Yes, they are a fiction, which is why an avatar doesn't own
anything.  Legal entities own things, not fictional ones. Fictional
ones only own things in a fictional world.

> As I said, if you separate out the elements, the game is sold
> once, based on its artistic content. The platform and service
> provision are charged for elsewhere. It's then clearer to the
> player what they're paying for.

And once again, how is the developer going to make money? Selling
the game will not make enough to justify the investment.

>> And as for this idea that 'anyone' can fix bugs, who, exactly, is
>> paying them to do it? How are they paying them? Who decides
>> what's a bug and what's a feature? Who decides how to fix a bug?
>> Who decides which bugs get priority in being fixed?

> The Open Source community may have some pointers to answers to
> these questions.

Oh yeah, that's just where I'd turn for successful games. There's
SUCH a track record of it after all.

>> Have you ever run a game? Do you go on mud discussion boards? I'm
>> not sure why you think you'd be able to "brainwash the users into
>> thinking they're having fun" when no other game has managed to do
>> that universally.

> You mean, they really ARE having fun??? I mean, I know they're
> spending colossal amounts of money on Evercrack et al, but I
> thought it was like smoking your guts out, i.e. you don't
> understand why you do it when the side effects are pretty lousy,
> but you still light up another.

Don't even compare chemical addiction to Everquest. It's stupid and
it's offensive.

And many people are having fun in Everquest et al. I know I have a
huge number of very very fond memories of playing muds of all sorts.

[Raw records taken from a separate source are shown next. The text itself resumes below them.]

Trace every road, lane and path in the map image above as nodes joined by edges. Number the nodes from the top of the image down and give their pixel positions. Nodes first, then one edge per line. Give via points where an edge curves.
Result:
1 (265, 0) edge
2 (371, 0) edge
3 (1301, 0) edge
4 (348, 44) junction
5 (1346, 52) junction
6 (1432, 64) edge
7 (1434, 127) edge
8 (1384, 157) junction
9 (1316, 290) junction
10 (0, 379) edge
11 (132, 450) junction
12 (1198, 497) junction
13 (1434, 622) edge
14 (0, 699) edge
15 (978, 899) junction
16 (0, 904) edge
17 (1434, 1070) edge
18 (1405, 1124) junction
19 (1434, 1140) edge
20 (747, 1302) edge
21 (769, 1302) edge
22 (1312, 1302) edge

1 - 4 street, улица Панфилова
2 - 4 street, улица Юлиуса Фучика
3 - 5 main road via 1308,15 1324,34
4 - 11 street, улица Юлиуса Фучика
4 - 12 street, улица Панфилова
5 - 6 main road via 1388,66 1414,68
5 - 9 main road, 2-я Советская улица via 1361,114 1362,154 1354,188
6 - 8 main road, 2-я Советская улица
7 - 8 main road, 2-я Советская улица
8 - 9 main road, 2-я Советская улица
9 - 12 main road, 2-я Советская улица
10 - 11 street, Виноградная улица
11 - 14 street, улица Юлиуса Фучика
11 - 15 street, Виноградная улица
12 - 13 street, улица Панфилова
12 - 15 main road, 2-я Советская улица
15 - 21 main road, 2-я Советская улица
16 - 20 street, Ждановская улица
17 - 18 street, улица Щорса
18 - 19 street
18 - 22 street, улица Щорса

> The players couldn't do anything except think they were having fun
> - the alternative would be too terrible. Like a bunch of smokers
> in a doorway, helping each other believe they're all doing it for
> the pleasure it gives them.

Right. All mud players are weak-willed addicts with no social lives
and no social outlet aside from playing muds. Your attitudes are
unbelievably disconnected from reality.

> Ah. But, it passes the risk away from the artist.

> It's the artist you need to protect, because they're the ones that
> enable true fun. You don't want to stifle their creativity and
> start warping the game design to reflect commercial/risk
> considerations.

Oh come on now. This doesn't even deserve a reply.

>> I'm sorry Crosbie but you're sounding more than a little out of
>> touch with reality here. Are you really serious about this or are
>> you just sort of rambling?

> I may be incoherent. I may drift from the key points. I may play
> around a bit. But, yeah, somewhere around here, there's some
> seriousness trying to get out.

Well, I don't know what to tell you except that I think you should
try to do a project using your 'model'. I think you'd find it to be
an education, though your chances of getting anyone to fund your
short-lived game development is approximately 0.